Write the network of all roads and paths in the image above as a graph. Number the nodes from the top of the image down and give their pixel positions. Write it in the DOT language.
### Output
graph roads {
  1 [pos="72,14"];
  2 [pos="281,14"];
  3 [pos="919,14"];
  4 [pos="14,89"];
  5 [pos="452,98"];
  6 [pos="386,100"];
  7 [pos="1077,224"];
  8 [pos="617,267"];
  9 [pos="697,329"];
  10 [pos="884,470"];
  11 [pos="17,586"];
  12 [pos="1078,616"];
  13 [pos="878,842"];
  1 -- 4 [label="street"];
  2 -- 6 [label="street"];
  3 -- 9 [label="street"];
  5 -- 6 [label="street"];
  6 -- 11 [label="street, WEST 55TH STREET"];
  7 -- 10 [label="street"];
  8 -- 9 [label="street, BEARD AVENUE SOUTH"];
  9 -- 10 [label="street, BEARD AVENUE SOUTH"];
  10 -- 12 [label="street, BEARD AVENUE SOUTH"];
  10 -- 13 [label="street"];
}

ACTIVITY:
Please make the answer a complete, exact reproduction of the records.

ANSWER TO THE EXERCISE:
Write the network of all roads and paths in the image above as a graph. Number the nodes from the top of the image down and give their pixel positions. Write it in the DOT language.
### Output
graph roads {
  1 [pos="72,14"];
  2 [pos="281,14"];
  3 [pos="919,14"];
  4 [pos="14,89"];
  5 [pos="452,98"];
  6 [pos="386,100"];
  7 [pos="1077,224"];
  8 [pos="617,267"];
  9 [pos="697,329"];
  10 [pos="884,470"];
  11 [pos="17,586"];
  12 [pos="1078,616"];
  13 [pos="878,842"];
  1 -- 4 [label="street"];
  2 -- 6 [label="street"];
  3 -- 9 [label="street"];
  5 -- 6 [label="street"];
  6 -- 11 [label="street, WEST 55TH STREET"];
  7 -- 10 [label="street"];
  8 -- 9 [label="street, BEARD AVENUE SOUTH"];
  9 -- 10 [label="street, BEARD AVENUE SOUTH"];
  10 -- 12 [label="street, BEARD AVENUE SOUTH"];
  10 -- 13 [label="street"];
}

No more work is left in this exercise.